» Data to use:
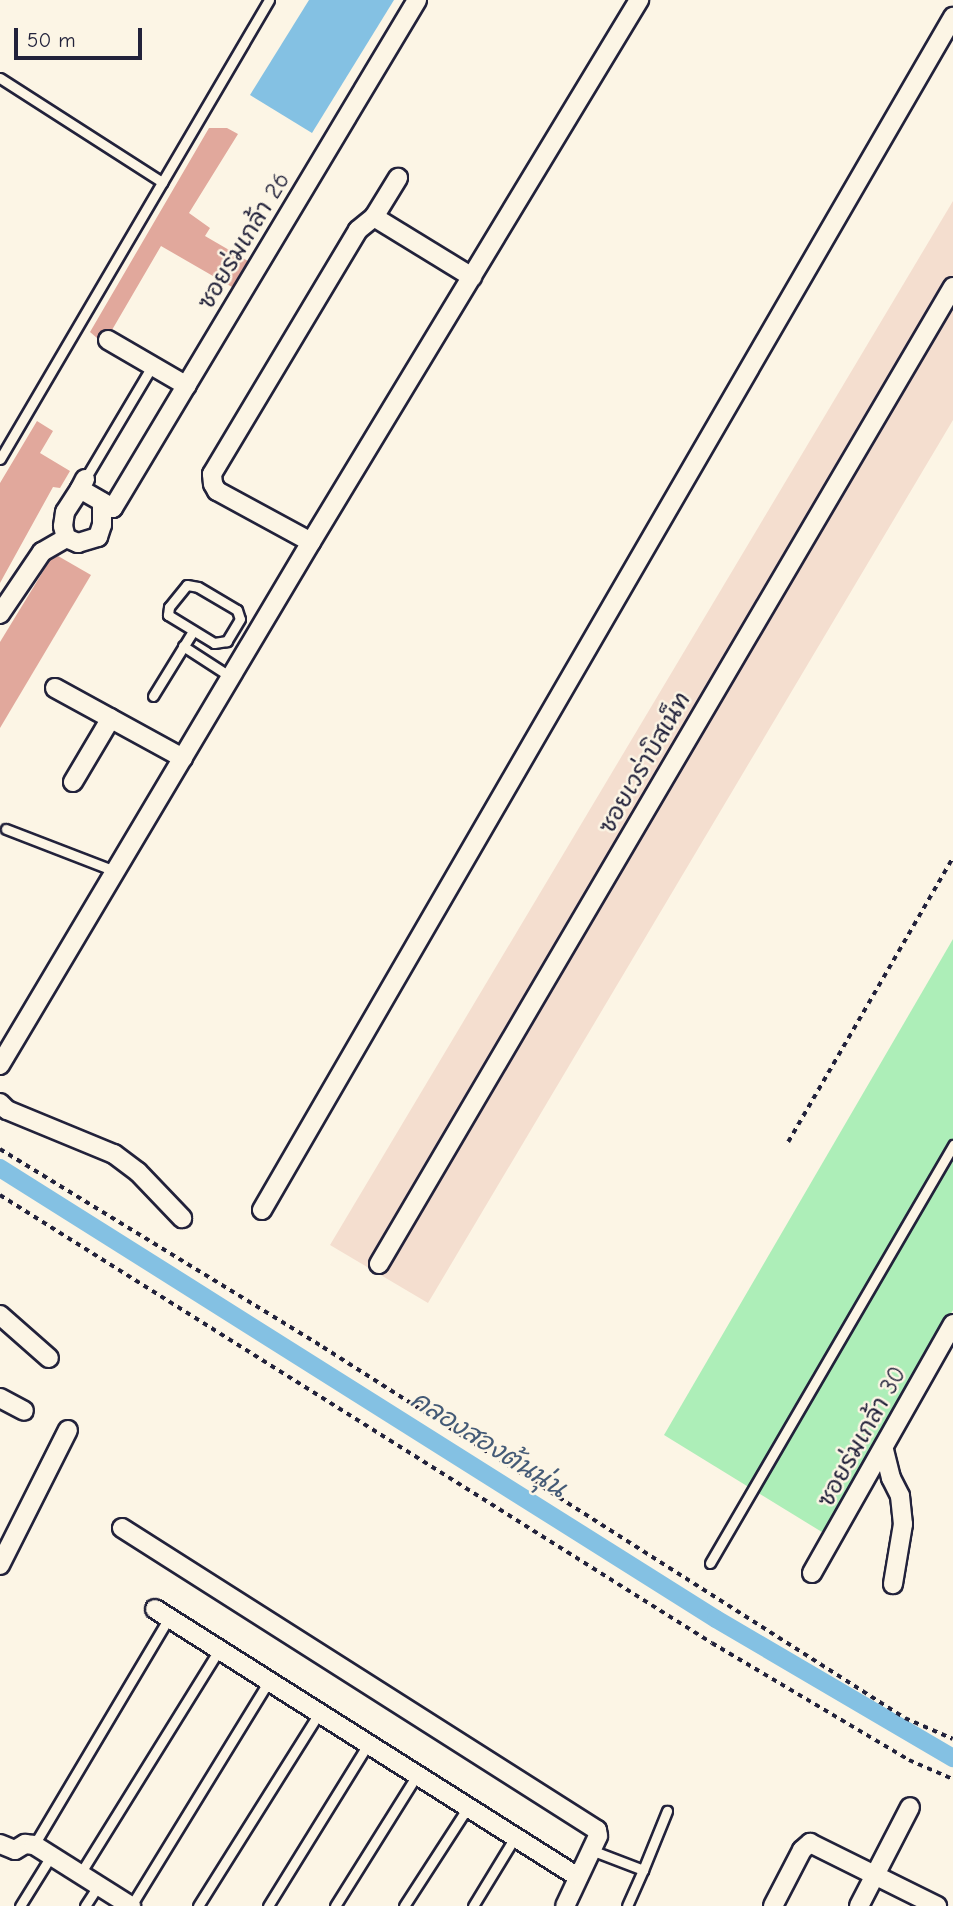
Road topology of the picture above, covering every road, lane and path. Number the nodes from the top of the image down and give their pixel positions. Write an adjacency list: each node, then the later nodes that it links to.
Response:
1 (269, 0): 7 (lane)
2 (417, 0): 13 (street, ซอยร่มเกล้า 26)
3 (639, 0): 9 (street)
4 (953, 17): 37 (street)
5 (0, 78): 7 (lane)
6 (398, 178): 8 (street)
7 (162, 182): 14 (lane)
8 (374, 217): 9 (street); 18 (street)
9 (472, 277): 18 (street)
10 (953, 288): 39 (street, ซอยเวร่าบิสเน็ท)
11 (108, 340): 12 (street)
12 (152, 366): 13 (street); 15 (lane)
13 (187, 386): 16 (street, ซอยร่มเกล้า 26)
14 (0, 459)
15 (83, 484): 16 (street); 17 (street)
16 (107, 505): 17 (street)
17 (66, 538): 19 (street)
18 (311, 542): 22 (street)
19 (0, 614)
20 (193, 631): 20 (lane); 21 (lane)
21 (183, 646): 22 (lane); 24 (lane)
22 (231, 677): 26 (street)
23 (55, 688): 25 (street)
24 (153, 696)
25 (111, 718): 26 (street); 27 (street)
26 (183, 758): 30 (street)
27 (73, 782)
28 (6, 829): 30 (lane)
29 (953, 857): 33 (path)
30 (115, 871): 31 (street)
31 (0, 1065)
32 (0, 1103): 38 (street)
33 (788, 1142)
34 (953, 1145): 48 (lane)
35 (0, 1149): 56 (path)
36 (0, 1195): 59 (path)
37 (262, 1210)
38 (182, 1218)
39 (379, 1265)
40 (0, 1315): 42 (street)
41 (953, 1324): 46 (street, ซอยร่มเกล้า 30)
42 (49, 1358)
43 (0, 1398): 44 (street)
44 (24, 1410)
45 (68, 1430): 49 (street)
46 (884, 1450): 50 (street, ซอยร่มเกล้า 30); 51 (street)
47 (122, 1528): 66 (street)
48 (710, 1563)
49 (0, 1565)
50 (812, 1573)
51 (893, 1584)
52 (162, 1613): 53 (street); 65 (lane)
53 (219, 1650): 54 (street); 69 (lane)
54 (269, 1681): 55 (street); 75 (lane)
55 (319, 1713): 57 (street); 76 (lane)
56 (953, 1739)
57 (368, 1744): 58 (street); 77 (lane)
58 (417, 1775): 60 (street); 78 (lane)
59 (953, 1779)
60 (468, 1807): 63 (street); 79 (lane)
61 (910, 1807): 70 (street)
62 (667, 1811): 68 (lane)
63 (515, 1837): 71 (street); 80 (lane)
64 (0, 1844): 65 (street)
65 (34, 1845): 67 (street)
66 (591, 1850): 68 (lane); 71 (street)
67 (51, 1856): 69 (street); 73 (lane)
68 (643, 1870): 82 (lane)
69 (80, 1874): 72 (street)
70 (875, 1875): 83 (street); 84 (street); 85 (street)
71 (578, 1877): 81 (street)
72 (98, 1886): 74 (lane); 75 (street)
73 (20, 1906)
74 (85, 1906)
75 (131, 1906)
76 (198, 1906)
77 (268, 1906)
78 (335, 1906)
79 (404, 1906)
80 (473, 1906)
81 (565, 1906)
82 (627, 1906)
83 (773, 1906)
84 (859, 1906)
85 (937, 1906)

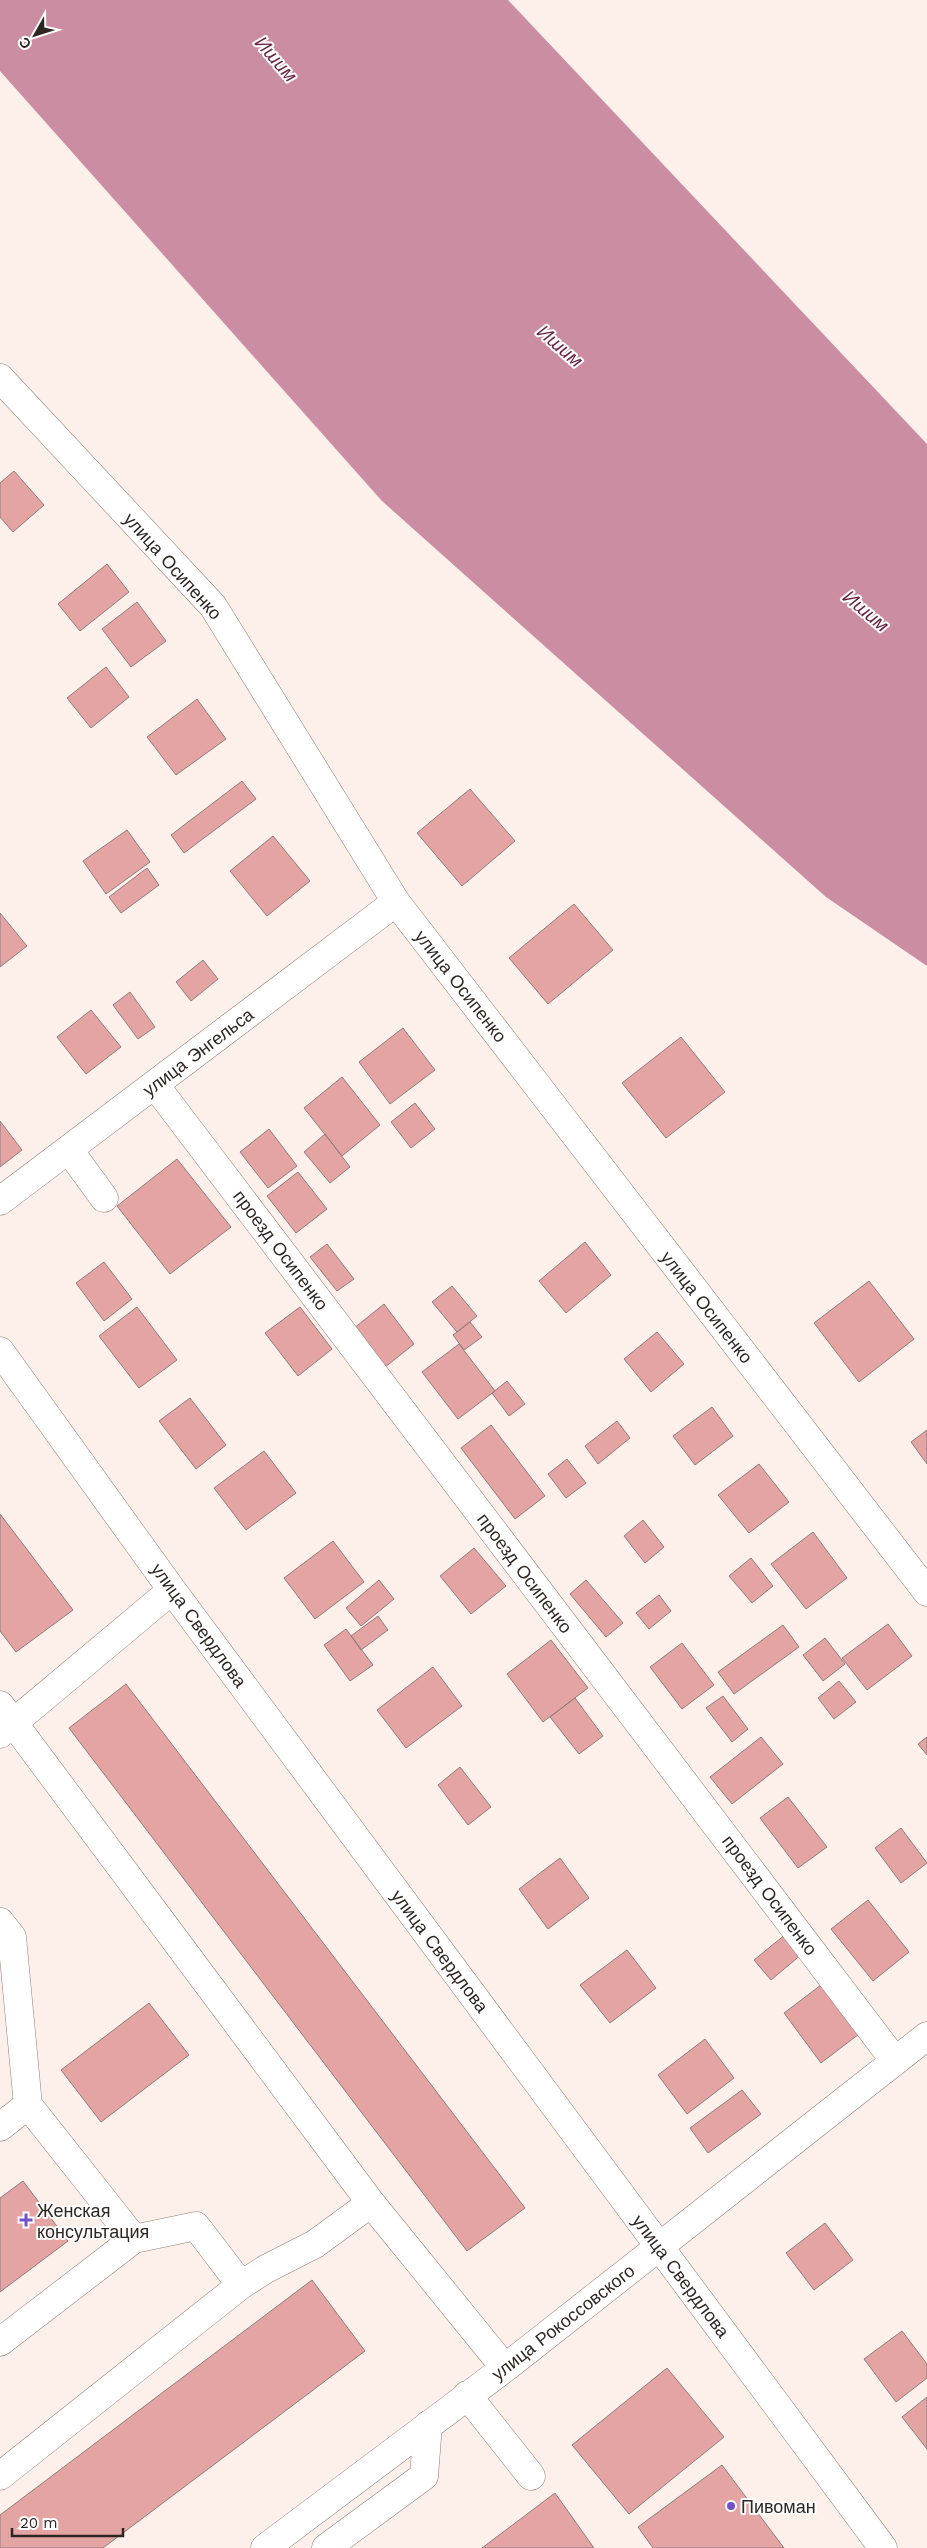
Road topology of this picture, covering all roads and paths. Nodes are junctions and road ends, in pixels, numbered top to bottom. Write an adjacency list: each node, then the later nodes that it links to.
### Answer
1 (0, 378): 2 (street, улица Осипенко)
2 (396, 902): 3 (street, улица Энгельса); 9 (street, улица Осипенко)
3 (155, 1084): 4 (street, улица Энгельса); 13 (street, проезд Осипенко)
4 (69, 1150): 5 (street); 6 (street, улица Энгельса)
5 (104, 1198)
6 (0, 1201)
7 (0, 1351): 8 (street, улица Свердлова)
8 (172, 1590): 10 (street); 18 (street, улица Свердлова)
9 (927, 1592)
10 (4, 1721): 16 (street)
11 (0, 1922): 14 (street)
12 (927, 2036): 13 (street, улица Рокоссовского)
13 (895, 2061): 18 (street, улица Рокоссовского)
14 (28, 2105): 15 (street); 17 (street)
15 (0, 2127)
16 (371, 2203): 19 (street); 21 (street)
17 (134, 2239): 19 (street); 20 (street)
18 (659, 2248): 21 (street, улица Рокоссовского); 28 (street, улица Свердлова)
19 (241, 2285): 24 (street)
20 (0, 2342)
21 (505, 2368): 22 (street, улица Рокоссовского)
22 (467, 2396): 23 (street, улица Рокоссовского); 25 (street)
23 (428, 2425): 26 (street, улица Рокоссовского); 27 (street)
24 (0, 2476)
25 (531, 2476)
26 (265, 2548)
27 (326, 2548)
28 (883, 2548)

» What you will do:
The lines sought are those in the data above that include the string "มเกล"; copy each one.

» The answer:
2 (417, 0): 13 (street, ซอยร่มเกล้า 26)
13 (187, 386): 16 (street, ซอยร่มเกล้า 26)
41 (953, 1324): 46 (street, ซอยร่มเกล้า 30)
46 (884, 1450): 50 (street, ซอยร่มเกล้า 30); 51 (street)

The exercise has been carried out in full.